▸ **TASK INPUT**
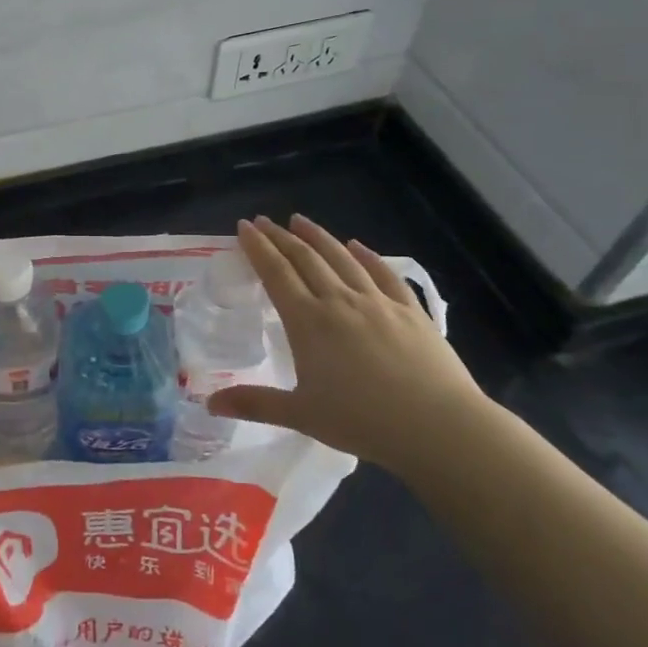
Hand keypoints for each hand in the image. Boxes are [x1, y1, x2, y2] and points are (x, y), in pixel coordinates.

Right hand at [206, 216, 492, 478]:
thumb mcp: (301, 415)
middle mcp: (340, 301)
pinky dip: (368, 256)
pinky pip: (384, 274)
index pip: (276, 273)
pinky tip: (358, 246)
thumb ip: (255, 403)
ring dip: (319, 237)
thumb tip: (210, 403)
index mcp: (308, 322)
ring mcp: (379, 302)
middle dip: (281, 237)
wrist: (437, 426)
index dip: (258, 248)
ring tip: (301, 221)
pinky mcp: (411, 312)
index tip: (244, 227)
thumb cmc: (362, 421)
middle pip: (305, 258)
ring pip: (342, 259)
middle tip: (264, 221)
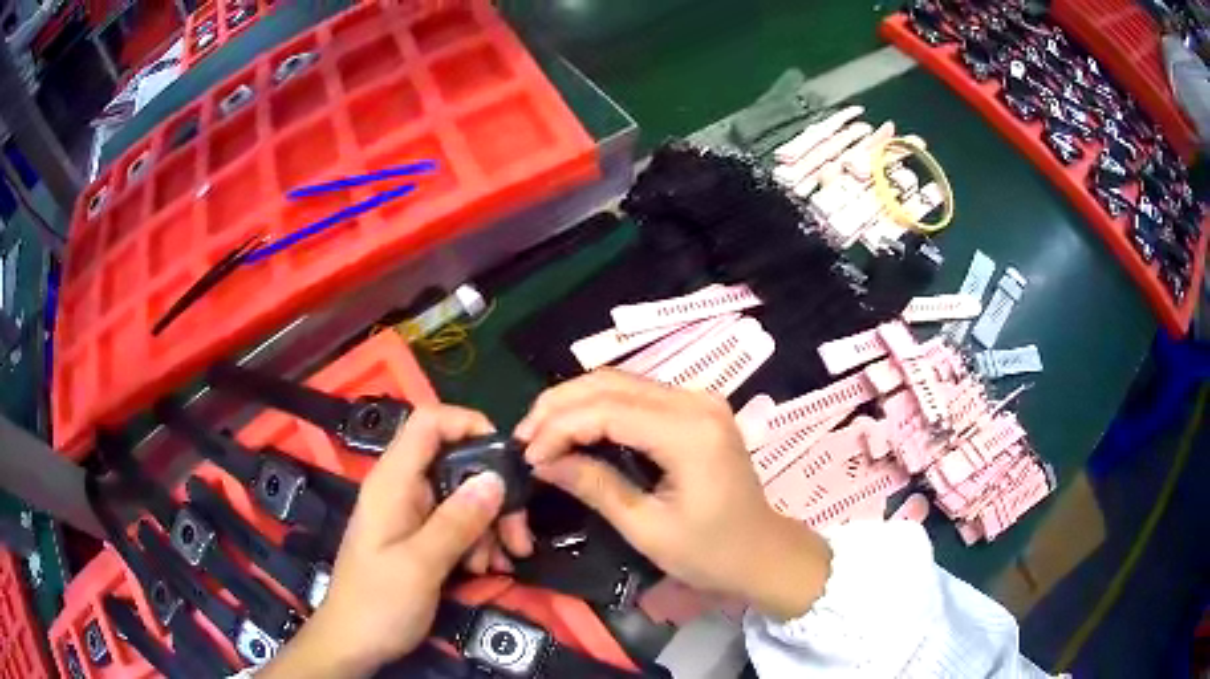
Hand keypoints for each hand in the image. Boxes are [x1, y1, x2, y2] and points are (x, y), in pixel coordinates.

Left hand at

▸ **REQUIRED WORK**
Give the listing above again in its entirety and exactly; do not include the pictures.

▸ **FINISHED EXERCISE**
Hand keypoints for each hand in the image. Boxes are [x1, y1, x2, y2] and points are (x, y), in pixel coordinates.

Right hand at [206, 216, 492, 478]:
thumb mcp: (301, 415)
middle mcp: (340, 301)
pinky dip: (368, 256)
pinky pip: (384, 274)
index pip: (276, 273)
pinky tip: (358, 246)
thumb ip: (255, 403)
ring dip: (319, 237)
thumb tip: (210, 403)
index mcp: (308, 322)
ring mcp: (379, 302)
middle dip: (281, 237)
wrist: (437, 426)
index dip: (258, 248)
ring tip: (301, 221)
pinky mcp: (411, 312)
index tip: (244, 227)
thumb cmc: (362, 421)
middle pip: (305, 258)
ring pip: (342, 259)
middle tip: (264, 221)
Hand keypoints for each hand in the image. Boxes are [x1, y1, x2, y2] and points are (x, y), in pixel coordinates.

Left hand at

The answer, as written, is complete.